その姿に見惚れていると、また金木犀の甘い香りが教室内に広がった。
「さんもこっちに来なよ。風が気持ちいいよ。」
急に振り返った不二くんに誘われ、突然のことに動揺して思わず頷いてしまった。
彼の傍でいつも通りに振る舞えるか不安だったけれど、頷いた手前、行かないわけにもいかない。
椅子から立ち上がって、不二くんが座っている席の斜め前の椅子に座った。
今の私にはこれが精一杯。
そして、たぶんこれが私たちの今の距離。
椅子に腰を下ろした私を見て、不二くんが微笑みながら言った。
「ちょっと冷たいけど、気持ちいいでしょ?」
不二くんの言うとおり、少し冷たい風だったけど、それが気持ちよかった。
気が引き締まる感じがする。
息を吸うと、あの甘い香りが体の中に広がっていく。
「本当だね。金木犀の香りもするし、気持ちいい……」
自然と頬が緩んだ私を、不二くんはいつもと変わらない微笑みで見ていた。
また鼓動が速くなるのを感じて、少し俯いてしまう。
その間にも金木犀の香りは絶えず届いていて、少しずつ私の心を落ち着かせてくれた。
ゆっくりと顔をあげると、不二くんは窓の方を見ていた。
教室に入るのを躊躇った、あの時と同じように。
不二くんのさわさわと揺れる髪を見つめていると、心がゆったり柔らかくなっていく気がした。
初めてこの教室で会った時の感情が強くなっていく。
この空間を壊すのはやっぱり忍びなかったけど、伝えずにはいられなくなってしまって。
「不二くんって……、金木犀みたいな人だね。」
出来るだけこの空間を壊さないよう、静かに声にした。
不二くんは一拍置いて、ゆっくりとこちらを振り返った。
そして、少し困ったような笑顔で問いかけてきた。
「僕って、金木犀みたいなんだ?」
「うん。金木犀みたいに……なんだか優しい気持ちにしてくれる人。」
こんなことを言うのは少し気恥ずかしかったけれど、今しか伝えられないと思った。
予想していたような動揺はなく、落ち着いた気持ちで話せたことがちょっと不思議だった。
けれど、ちゃんと伝えられたことの方が、私には大切なことだから。
自然と笑みが零れる。
そんな私に不二くんは、あの柔らかい微笑みを返してくれた。
「ありがとう。そんな風に言われるとちょっと照れるけど、嬉しいな。」
あんまり照れてなさそうな顔で言う不二くんに、少し笑ってしまった。
それが、とても不二くんらしくて。
「でもね、」
続ける不二くんの言葉を待つ。
「僕にとっては、さんが金木犀みたいな人だよ。」
不二くんの思いがけない言葉に、咄嗟に声が出なかった。
ただ、どくん、と一度だけ、大きく鳴った鼓動を感じた。
「突然、僕の前に現れて、そのまま居座っちゃった。心の中に。」
言い終わった不二くんは、微笑みを少し深くした。
いつもなら、顔が赤くなって俯いてしまうところだけれど、
控えめに、けれど確かに届く金木犀の香りが、私の背筋を伸ばしてくれている。
不二くんの視線をちゃんと受け止められる。
新たに届いたその香りに不二くんも気付いたらしく、少しだけ窓の方へ意識を向けたようだった。

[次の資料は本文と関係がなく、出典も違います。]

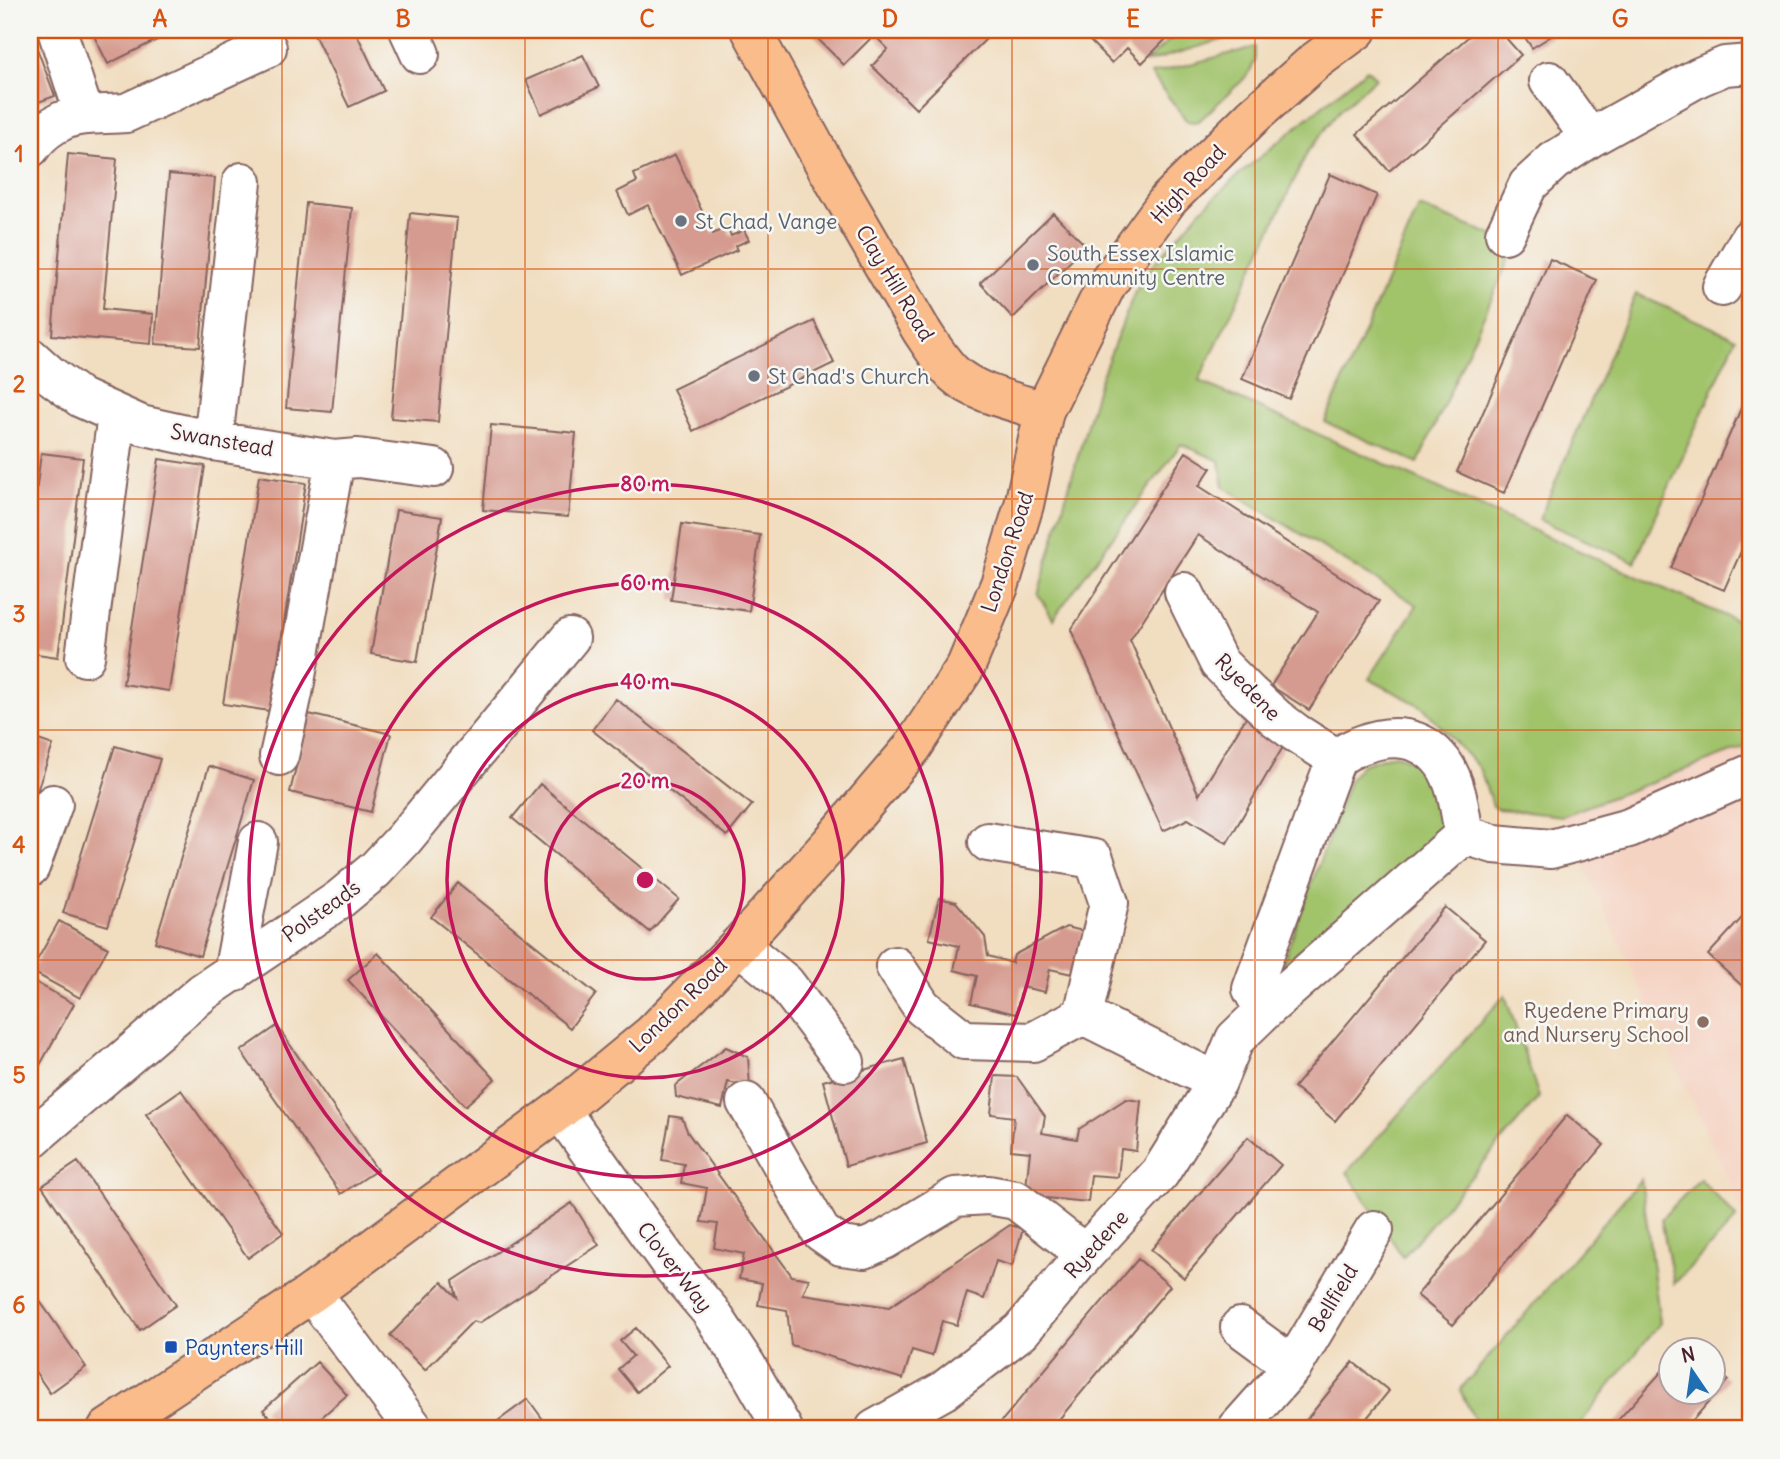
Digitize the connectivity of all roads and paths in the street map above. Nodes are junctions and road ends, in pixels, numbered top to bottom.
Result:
1 (57, 30) edge
2 (751, 30) edge
3 (1357, 30) edge
4 (267, 48) dead end
5 (1750, 64) edge
6 (1549, 81) dead end
7 (84, 114) junction
8 (1590, 138) junction
9 (30, 148) edge
10 (242, 182) dead end
11 (1505, 234) dead end
12 (1750, 238) edge
13 (1722, 287) dead end
14 (30, 357) edge
15 (1044, 411) junction
16 (117, 415) junction
17 (213, 441) junction
18 (335, 460) junction
19 (434, 468) dead end
20 (1184, 592) dead end
21 (570, 638) dead end
22 (85, 657) dead end
23 (279, 756) dead end
24 (1338, 759) junction
25 (1750, 774) edge
26 (52, 804) dead end
27 (1464, 835) junction
28 (258, 842) dead end
29 (988, 842) dead end
30 (30, 867) edge
31 (739, 944) junction
32 (895, 966) dead end
33 (233, 973) junction
34 (1264, 1011) junction
35 (1083, 1015) junction
36 (845, 1062) dead end
37 (1217, 1082) junction
38 (746, 1102) dead end
39 (560, 1110) junction
40 (30, 1140) edge
41 (1374, 1230) dead end
42 (1085, 1254) junction
43 (312, 1293) junction
44 (1240, 1327) dead end
45 (1293, 1366) junction
46 (107, 1429) edge
47 (414, 1429) edge
48 (783, 1429) edge
49 (875, 1429) edge
50 (1237, 1429) edge

1 - 7 street
2 - 15 main road, Clay Hill Road
3 - 15 main road, High Road
4 - 7 street
5 - 8 street
6 - 8 street
7 - 9 street
8 - 11 street
10 - 17 street
12 - 13 street
14 - 16 street, Swanstead
15 - 31 main road, London Road
16 - 17 street, Swanstead
16 - 22 street
17 - 18 street, Swanstead
18 - 19 street, Swanstead
18 - 23 street
20 - 24 street, Ryedene
21 - 33 street, Polsteads
24 - 27 street
24 - 34 street
25 - 27 street
26 - 30 street
27 - 34 street, Ryedene
28 - 33 street
29 - 35 street
31 - 36 street
31 - 39 main road, London Road
32 - 35 street
33 - 40 street, Polsteads
34 - 37 street, Ryedene
35 - 37 street
37 - 42 street, Ryedene
38 - 42 street
39 - 43 main road, London Road
39 - 48 street, Clover Way
41 - 45 street, Bellfield
42 - 49 street, Ryedene
43 - 46 main road, London Road
43 - 47 street
44 - 45 street
45 - 50 street, Bellfield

お互いに言葉もなく、ただ風に乗ってやってくる甘い香りに包まれている。
静かで、どこか優しい時間。
「金木犀ってさ、縁結びの木なのかな?」
不意に響いたのは、不二くんの声だった。
少し笑いながら問いかける不二くんに、私は曖昧な笑みで答えることしかできなかった。
「─────そうだといいな。」
不二くんは小さく呟きながら、窓の外に目を向ける。
そこからは、金木犀の甘い香りが絶え間なく届いていた。
Fin.
2011.10.9
背景素材:NEO HIMEISM様
─────あとがき─────
随分前に書いた不二さん夢『金木犀』の続編というか、おまけです。
プロットを書いてから執筆しようと試みて、見事に玉砕しました(笑)
結局、思いつくままに書いてしまった気がします…。実に私らしい。
でも、最後の方のシーンはプロット通り!と思いましたが、無理矢理ねじ込んだ感が否めませんねぇ。

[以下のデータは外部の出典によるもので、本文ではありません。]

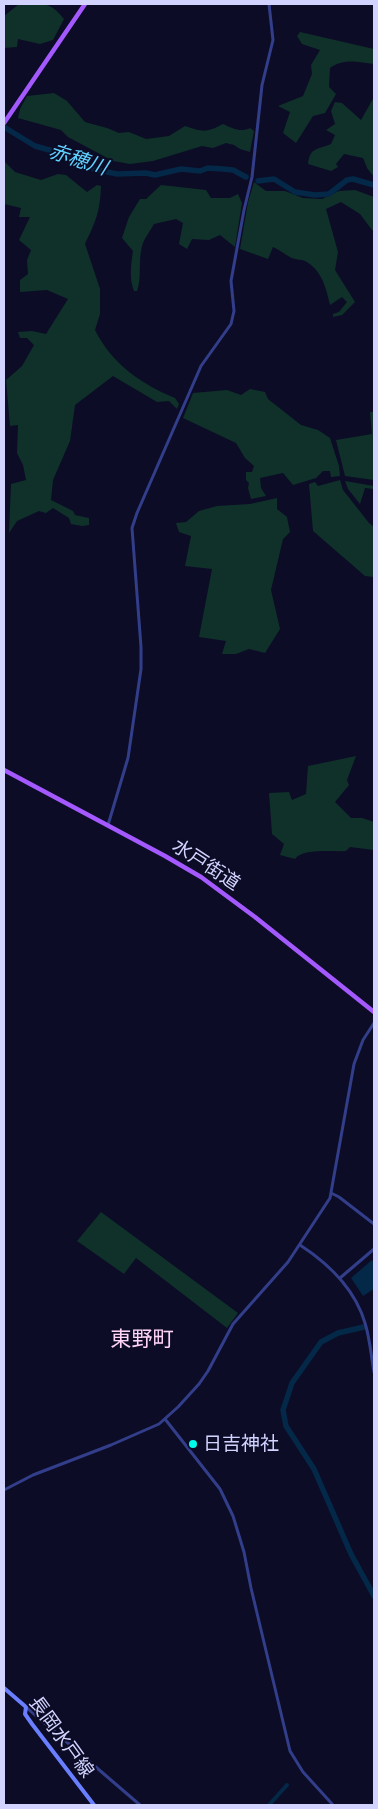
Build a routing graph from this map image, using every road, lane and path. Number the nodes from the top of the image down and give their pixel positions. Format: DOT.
graph roads {
  1 [pos="85,4"];
  2 [pos="269,4"];
  3 [pos="4,123"];
  4 [pos="4,770"];
  5 [pos="108,826"];
  6 [pos="374,1012"];
  7 [pos="374,1023"];
  8 [pos="331,1193"];
  9 [pos="374,1224"];
  10 [pos="300,1245"];
  11 [pos="374,1249"];
  12 [pos="340,1278"];
  13 [pos="374,1372"];
  14 [pos="165,1420"];
  15 [pos="4,1490"];
  16 [pos="4,1688"];
  17 [pos="26,1707"];
  18 [pos="40,1720"];
  19 [pos="32,1724"];
  20 [pos="94,1805"];
  21 [pos="140,1805"];
  22 [pos="333,1805"];
  1 -- 3 [label="main road"];
  2 -- 5 [label="street"];
  4 -- 5 [label="main road, 水戸街道"];
  5 -- 6 [label="main road, 水戸街道"];
  7 -- 8 [label="street"];
  8 -- 9 [label="street"];
  8 -- 10 [label="street"];
  10 -- 12 [label="street"];
  10 -- 14 [label="street"];
  11 -- 12 [label="street"];
  12 -- 13 [label="street"];
  14 -- 15 [label="street"];
  14 -- 22 [label="street"];
  16 -- 17 [label="main road, 長岡水戸線"];
  17 -- 18 [label="street"];
  17 -- 19 [label="main road, 長岡水戸線"];
  18 -- 19 [label="street"];
  18 -- 21 [label="street"];
  19 -- 20 [label="main road, 長岡水戸線"];
}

前編(?)の『金木犀』を書いた時の雰囲気が、なかなか思い出せなくて苦労しました。
文章のタッチが違ってしまっているような…。まあ、仕方ない。
一人称の小説は難しいですねー。どうしても妙な説明口調になってしまう。
そして、金木犀の香りの描写を多々盛り込んでしまってすみません!
うざいくらい入れてしまってすみません……。
最後まで読んでくださり、ありがとうございました。